Ljubljana – Agriculture Minister Jože Podgoršek and the ministry’s state secretary Aleš Irgolič participated on Wednesday in a meeting of agriculture ministers of the Visegrad Group, plus Slovenia, Bulgaria, Croatia and Romania. The meeting was dedicated to challenges facing farmers and the EU’s Farm to Fork strategy.
Podgoršek and Irgolič took part in the virtual meeting at the invitation of the Polish Agriculture Minister Grzegorz Puda. The meeting was also an opportunity to exchange experience of the common agricultural policy efforts, the Slovenian Agriculture Ministry said in a press release.
Slovenia thinks that efforts to pursue the Farm to Fork strategy are the right choice, said Podgoršek, highlighting that farming should continue to provide safe, quality and accessible food while being responsible.
A transition to a nature-friendly agricultural system poses a great challenge, he said. Slovenia supports efforts to address the strategy’s areas, however certain key commitments are very ambitious and challenging for Slovenia’s farming, he noted.
“It is important that the role of ensuring a fair transition to a sustainable food system is clearly recognised,” he said, pointing out that the European Commission should take into consideration specifics of individual member states.
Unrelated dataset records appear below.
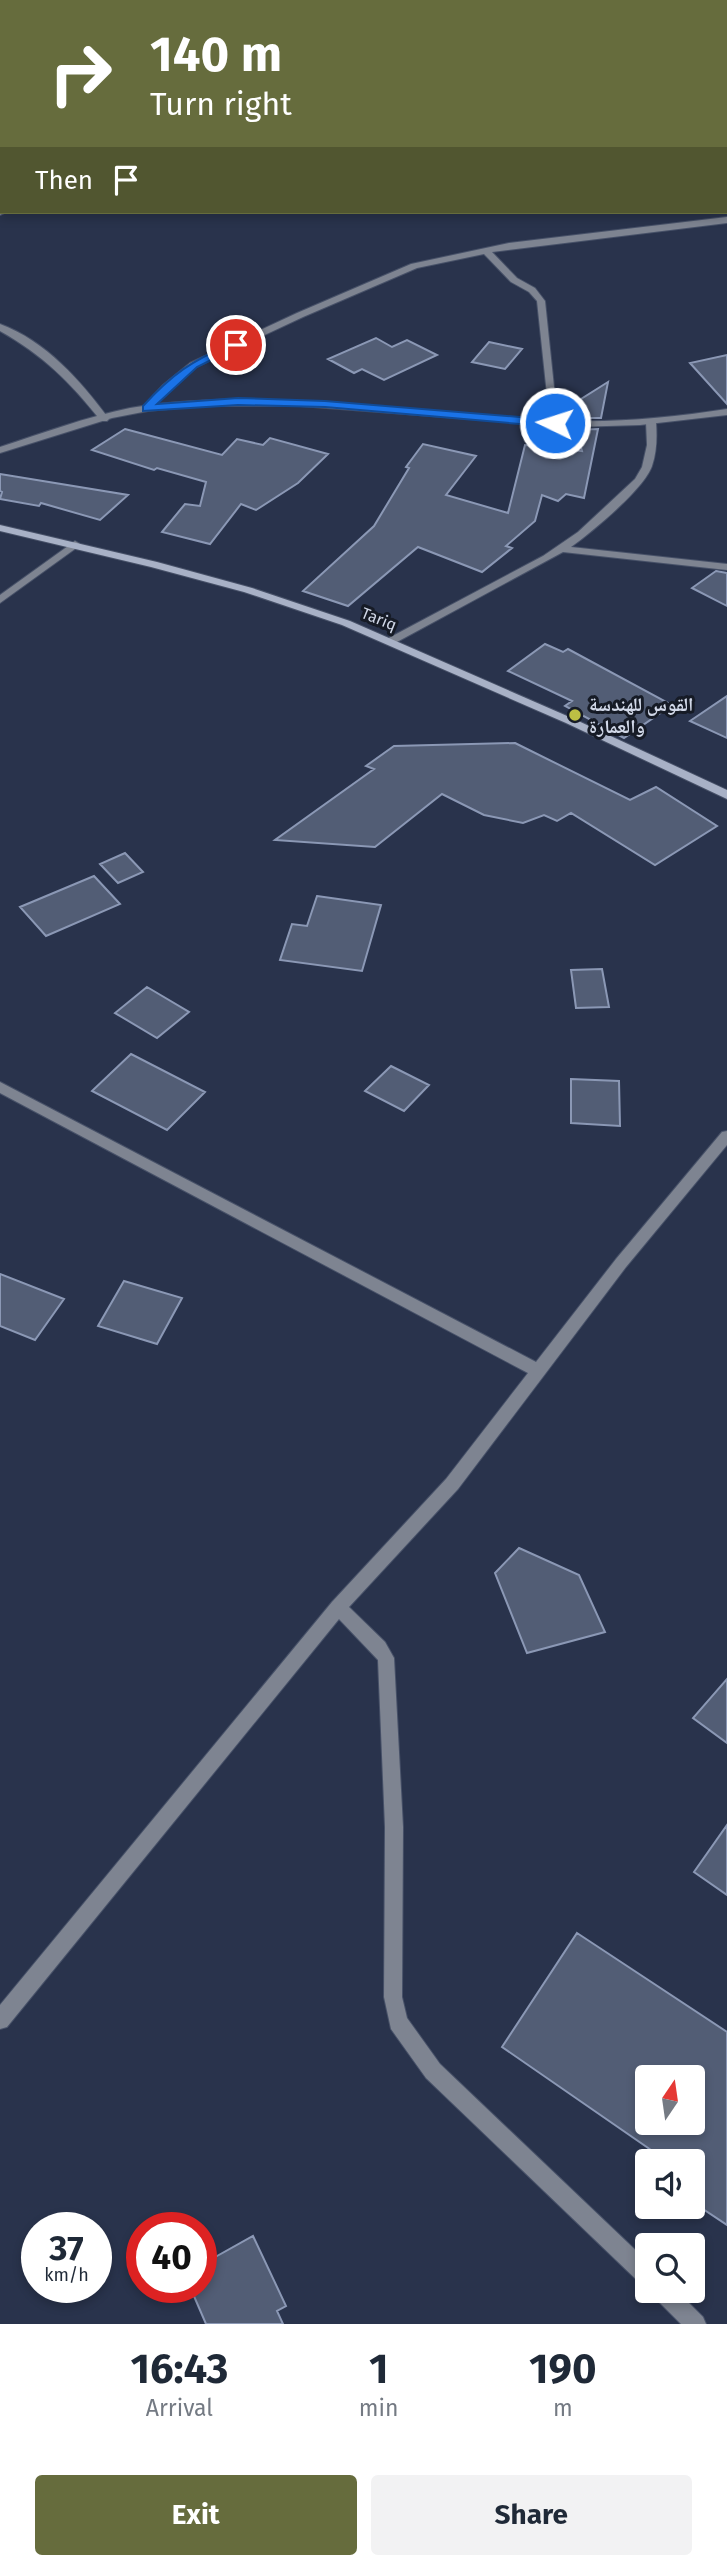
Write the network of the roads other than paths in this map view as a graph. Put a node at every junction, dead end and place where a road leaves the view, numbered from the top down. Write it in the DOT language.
graph roads {
  1 [pos="727,220"];
  2 [pos="486,251"];
  3 [pos="0,327"];
  4 [pos="147,408"];
  5 [pos="727,412"];
  6 [pos="104,419"];
  7 [pos="651,422"];
  8 [pos="555,423"];
  9 [pos="0,450"];
  10 [pos="0,528"];
  11 [pos="75,544"];
  12 [pos="564,549"];
  13 [pos="727,567"];
  14 [pos="0,600"];
  15 [pos="391,641"];
  16 [pos="727,795"];
  17 [pos="0,1087"];
  18 [pos="727,1136"];
  19 [pos="538,1371"];
  20 [pos="338,1607"];
  21 [pos="0,2020"];
  22 [pos="635,2265"];
  23 [pos="674,2303"];
  24 [pos="696,2324"];
  1 -- 2 [label="street"];
  2 -- 4 [label="street"];
  2 -- 8 [label="street"];
  3 -- 6 [label="street"];
  4 -- 6 [label="street"];
  4 -- 8 [label="street"];
  5 -- 7 [label="street"];
  6 -- 9 [label="street"];
  7 -- 8 [label="street"];
  7 -- 12 [label="street"];
  10 -- 11 [label="main road, Tariq"];
  11 -- 14 [label="street"];
  11 -- 15 [label="main road, Tariq"];
  12 -- 13 [label="street"];
  12 -- 15 [label="street"];
  15 -- 16 [label="main road, Tariq"];
  17 -- 19 [label="street"];
  18 -- 19 [label="street"];
  19 -- 20 [label="street"];
  20 -- 21 [label="street"];
  20 -- 22 [label="street"];
  23 -- 24 [label="street"];
}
The ministers of the Visegrad Four, Bulgaria, Croatia and Romania signed a joint declaration at the start of the meeting, whereas Slovenia abstained in light of its coming EU presidency.
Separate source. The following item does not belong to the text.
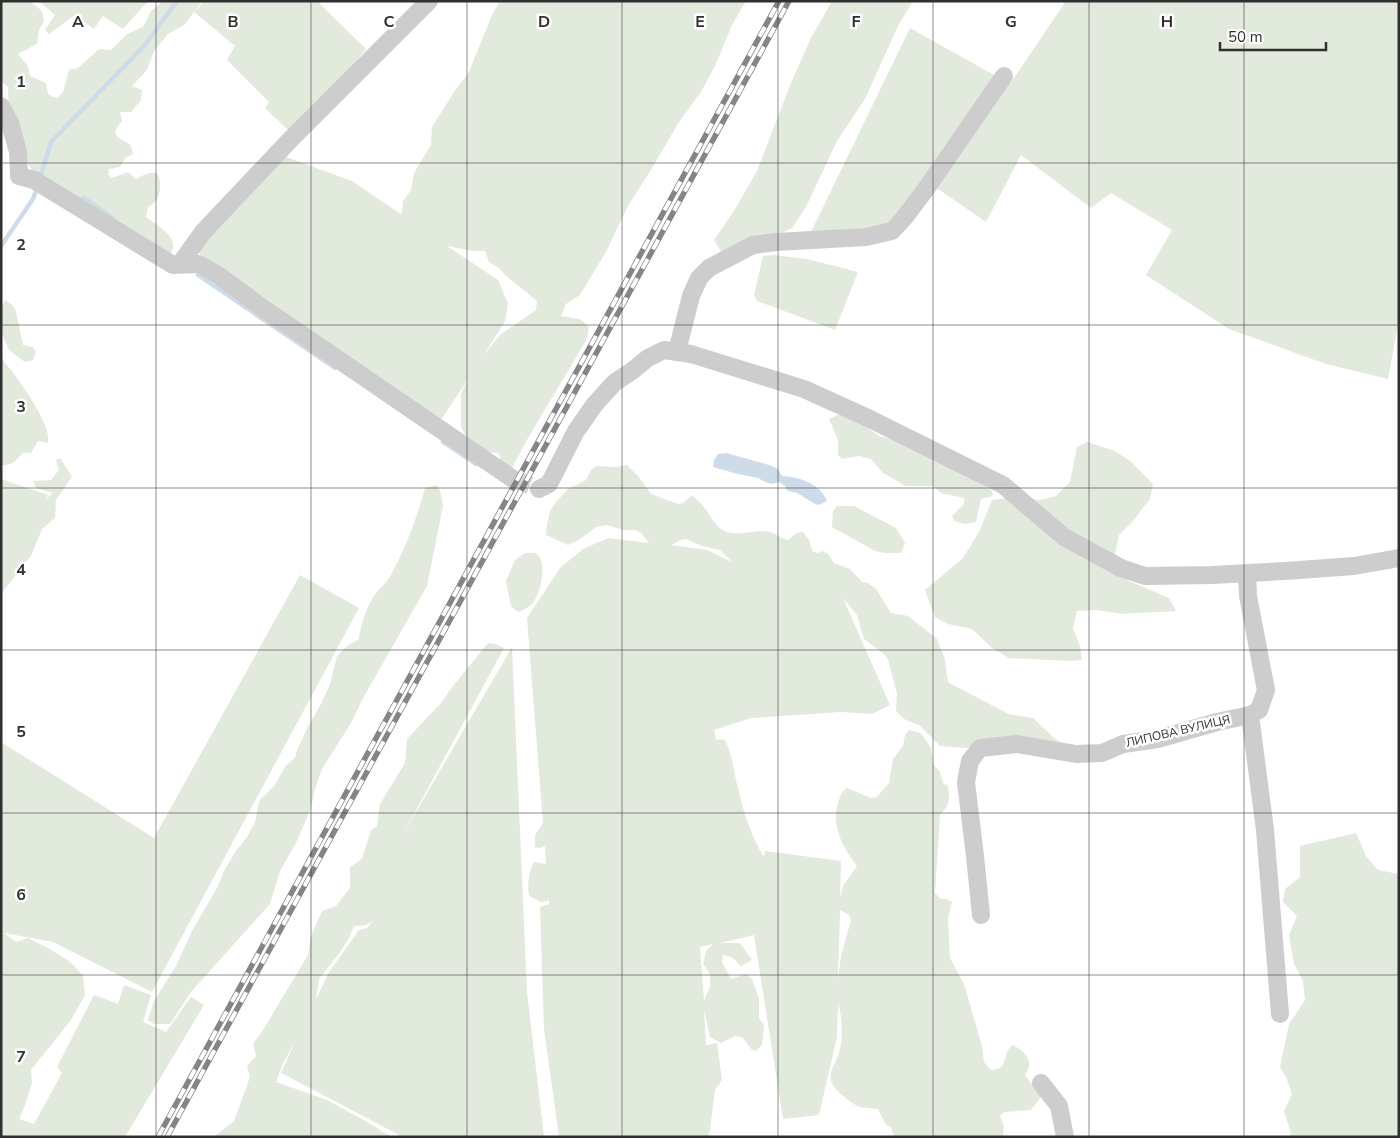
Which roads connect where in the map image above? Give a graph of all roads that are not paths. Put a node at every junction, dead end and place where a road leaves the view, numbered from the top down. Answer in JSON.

The second part of the meeting, which was attended by Irgolič, was dedicated to an exchange of experience regarding strategic plans for the EU’s common agricultural policy.
Slovenia will implement the Commission’s related recommendations in its strategic plan in a manner that will acknowledge the country’s specifics and thus its potential to meet the set targets. Therefore, a balanced and fair transition will be ensured, the state secretary said.
When it comes to efforts to ensure agricultural sustainability, a special emphasis will be put on emergency measures to mitigate and adjust to climate change, preserve natural resources and maintain and restore biodiversity provided the sector’s competitiveness is maintained as well, he said.
Slovenia will seek balance between food production, conservation efforts and the development of rural areas.
The first draft of the country’s strategic plan was prepared last December. The finalised document is expected to be forwarded to the Commission at the end of 2021, Irgolič said.
During Slovenia’s EU presidency in the second half of 2021, the ministry intends to hold a debate or workshop on preparations for national strategic plans to support member states.